Dead Collections by Isaac Fellman is simply excellent. It’s about a transmasculine vampire archivist dealing with the difficul­ties of living with a thirst for blood and an extreme aversion to sunlight… and the even greater difficulties of falling in love. The ro­mantic interest is the widow of an author whose papers were recently acquired for the narrator’s archive, adding a delicious layer of complexity to the proceedings. The novel is smart and thorny, complicated and sexy, and wonderfully weird.

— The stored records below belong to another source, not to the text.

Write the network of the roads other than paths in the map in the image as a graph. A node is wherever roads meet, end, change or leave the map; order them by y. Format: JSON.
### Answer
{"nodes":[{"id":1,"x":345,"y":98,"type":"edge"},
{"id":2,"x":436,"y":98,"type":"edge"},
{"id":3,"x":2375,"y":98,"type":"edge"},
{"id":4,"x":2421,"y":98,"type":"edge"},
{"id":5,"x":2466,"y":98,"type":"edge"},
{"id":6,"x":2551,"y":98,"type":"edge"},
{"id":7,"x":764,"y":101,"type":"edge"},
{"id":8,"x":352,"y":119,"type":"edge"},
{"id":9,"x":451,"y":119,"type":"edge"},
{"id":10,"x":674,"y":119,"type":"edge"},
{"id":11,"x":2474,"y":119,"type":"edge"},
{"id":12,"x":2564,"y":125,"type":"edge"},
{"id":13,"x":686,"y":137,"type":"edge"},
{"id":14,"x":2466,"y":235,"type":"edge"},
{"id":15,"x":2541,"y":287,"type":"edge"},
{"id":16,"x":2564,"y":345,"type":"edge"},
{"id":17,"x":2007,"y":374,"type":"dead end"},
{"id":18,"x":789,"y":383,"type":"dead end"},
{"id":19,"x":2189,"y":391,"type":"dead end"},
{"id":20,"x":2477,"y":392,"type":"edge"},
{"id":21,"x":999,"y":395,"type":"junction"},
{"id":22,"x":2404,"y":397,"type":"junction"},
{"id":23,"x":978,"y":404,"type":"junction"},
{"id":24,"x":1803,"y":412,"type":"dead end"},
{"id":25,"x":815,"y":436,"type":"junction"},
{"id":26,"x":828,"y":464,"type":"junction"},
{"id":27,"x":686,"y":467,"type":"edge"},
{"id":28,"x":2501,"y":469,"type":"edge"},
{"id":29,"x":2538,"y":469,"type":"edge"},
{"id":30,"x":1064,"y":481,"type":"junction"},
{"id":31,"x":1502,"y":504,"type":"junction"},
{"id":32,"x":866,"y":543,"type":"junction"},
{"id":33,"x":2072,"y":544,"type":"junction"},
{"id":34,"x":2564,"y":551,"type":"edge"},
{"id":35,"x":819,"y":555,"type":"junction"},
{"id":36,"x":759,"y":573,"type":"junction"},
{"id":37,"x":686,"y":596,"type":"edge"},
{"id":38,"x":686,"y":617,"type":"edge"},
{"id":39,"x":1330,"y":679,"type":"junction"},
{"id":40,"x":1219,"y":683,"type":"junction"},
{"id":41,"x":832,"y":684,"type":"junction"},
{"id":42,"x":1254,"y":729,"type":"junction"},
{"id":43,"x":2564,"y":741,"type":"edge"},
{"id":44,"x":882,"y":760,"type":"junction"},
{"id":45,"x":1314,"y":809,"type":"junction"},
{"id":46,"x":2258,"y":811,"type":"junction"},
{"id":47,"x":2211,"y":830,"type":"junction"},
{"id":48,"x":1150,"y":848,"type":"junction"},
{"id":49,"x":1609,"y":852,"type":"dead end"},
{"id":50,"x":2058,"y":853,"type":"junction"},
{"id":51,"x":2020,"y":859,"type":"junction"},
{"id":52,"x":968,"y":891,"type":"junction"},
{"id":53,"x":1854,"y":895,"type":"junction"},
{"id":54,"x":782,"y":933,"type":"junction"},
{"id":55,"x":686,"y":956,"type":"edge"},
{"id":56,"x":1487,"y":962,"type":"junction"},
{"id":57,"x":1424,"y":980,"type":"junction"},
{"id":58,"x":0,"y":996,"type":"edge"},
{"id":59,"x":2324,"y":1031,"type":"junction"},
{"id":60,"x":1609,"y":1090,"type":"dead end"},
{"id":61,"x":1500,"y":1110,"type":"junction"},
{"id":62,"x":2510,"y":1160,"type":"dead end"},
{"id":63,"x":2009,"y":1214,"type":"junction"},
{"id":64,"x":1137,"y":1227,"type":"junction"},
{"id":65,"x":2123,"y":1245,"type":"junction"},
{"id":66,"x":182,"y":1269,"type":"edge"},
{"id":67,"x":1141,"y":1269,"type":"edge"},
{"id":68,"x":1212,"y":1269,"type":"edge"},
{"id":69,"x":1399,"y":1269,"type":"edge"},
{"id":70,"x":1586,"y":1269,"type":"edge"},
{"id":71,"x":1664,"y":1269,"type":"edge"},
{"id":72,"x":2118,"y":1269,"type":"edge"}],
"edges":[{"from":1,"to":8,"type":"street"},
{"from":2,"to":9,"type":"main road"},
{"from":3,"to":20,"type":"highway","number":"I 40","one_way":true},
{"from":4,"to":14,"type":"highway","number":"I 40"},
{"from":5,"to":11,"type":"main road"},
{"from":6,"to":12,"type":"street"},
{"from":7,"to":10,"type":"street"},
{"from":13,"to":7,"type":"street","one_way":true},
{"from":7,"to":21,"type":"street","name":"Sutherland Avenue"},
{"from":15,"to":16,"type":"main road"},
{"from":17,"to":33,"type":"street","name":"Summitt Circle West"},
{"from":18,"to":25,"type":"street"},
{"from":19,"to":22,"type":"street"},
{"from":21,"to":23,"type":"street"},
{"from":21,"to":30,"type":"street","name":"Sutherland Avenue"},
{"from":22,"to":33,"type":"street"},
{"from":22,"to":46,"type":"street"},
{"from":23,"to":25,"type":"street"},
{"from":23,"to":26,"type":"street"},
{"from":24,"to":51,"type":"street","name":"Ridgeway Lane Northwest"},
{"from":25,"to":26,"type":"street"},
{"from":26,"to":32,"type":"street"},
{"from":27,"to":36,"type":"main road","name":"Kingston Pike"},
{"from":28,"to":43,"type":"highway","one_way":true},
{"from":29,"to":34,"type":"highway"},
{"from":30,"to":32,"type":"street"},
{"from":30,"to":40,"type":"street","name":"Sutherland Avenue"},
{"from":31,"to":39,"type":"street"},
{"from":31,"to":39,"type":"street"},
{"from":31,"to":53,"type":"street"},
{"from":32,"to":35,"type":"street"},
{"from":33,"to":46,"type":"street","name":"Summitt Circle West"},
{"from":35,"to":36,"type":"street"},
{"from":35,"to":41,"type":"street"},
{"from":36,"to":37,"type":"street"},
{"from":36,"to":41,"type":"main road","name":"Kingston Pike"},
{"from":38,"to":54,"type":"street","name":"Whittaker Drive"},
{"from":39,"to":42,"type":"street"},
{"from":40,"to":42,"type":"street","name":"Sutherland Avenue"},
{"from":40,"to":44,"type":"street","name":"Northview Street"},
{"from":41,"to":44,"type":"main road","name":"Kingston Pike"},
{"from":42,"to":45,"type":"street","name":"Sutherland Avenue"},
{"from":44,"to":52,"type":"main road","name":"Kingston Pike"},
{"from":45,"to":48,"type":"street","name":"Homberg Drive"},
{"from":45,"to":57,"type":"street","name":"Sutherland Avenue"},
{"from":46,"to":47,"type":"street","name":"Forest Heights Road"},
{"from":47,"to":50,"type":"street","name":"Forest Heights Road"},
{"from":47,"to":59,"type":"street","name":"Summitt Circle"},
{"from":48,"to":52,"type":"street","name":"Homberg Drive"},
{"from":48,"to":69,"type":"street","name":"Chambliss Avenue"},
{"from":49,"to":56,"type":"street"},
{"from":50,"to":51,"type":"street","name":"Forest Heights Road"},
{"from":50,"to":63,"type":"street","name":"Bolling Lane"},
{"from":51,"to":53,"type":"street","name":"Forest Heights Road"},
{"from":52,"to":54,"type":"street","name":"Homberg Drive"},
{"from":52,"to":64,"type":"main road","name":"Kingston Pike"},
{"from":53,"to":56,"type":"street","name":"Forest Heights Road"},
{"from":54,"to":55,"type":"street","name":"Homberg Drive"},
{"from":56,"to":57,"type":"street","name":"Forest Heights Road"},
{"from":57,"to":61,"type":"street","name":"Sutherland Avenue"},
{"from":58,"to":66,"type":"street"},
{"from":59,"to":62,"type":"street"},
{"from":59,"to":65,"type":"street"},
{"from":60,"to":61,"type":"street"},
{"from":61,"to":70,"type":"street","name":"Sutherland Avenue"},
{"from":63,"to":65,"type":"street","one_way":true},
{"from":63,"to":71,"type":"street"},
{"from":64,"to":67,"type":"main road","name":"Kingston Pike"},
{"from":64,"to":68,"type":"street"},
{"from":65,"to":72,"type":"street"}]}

The Book of the Most Precious Sub­stance by Sarah Gran might be my favorite book of the year (see below for details on my ambivalence). Gran is best known for the Claire DeWitt mysteries, which hint at the magical, but this title is more explicitly fantastic. The narra­tor is a once-promising writer, now barely scraping a living as a book dealer while taking care of her for­merly brilliant but now basically catatonic partner, a victim of early-onset cognitive decline. She’s hired to track down the titular volume of ritual magic for a wealthy collector, and em­barks on the quest with the help of a fellow bookseller. Their journey that takes them to very dark places, and Gran is at her most caustic, brutal, and wise here.

Spear by Nicola Griffith is the other con­tender for my favorite book of the year. It’s a genderbent, queer take on the legends of Sir Percival from the tales of King Arthur, blending familiar Arthurian elements with inspired takes on Irish and Welsh mythol­ogy. The main character, Peretur, grew up in isolation with her strange mother, and when she sets out to seek her fortune, she discovers secrets about her past, and about the nature of reality. It’s an absolute tour-de-force of a novel – it made me feel all the feelings at various points – and casts the whole Matter of Britain in a new light.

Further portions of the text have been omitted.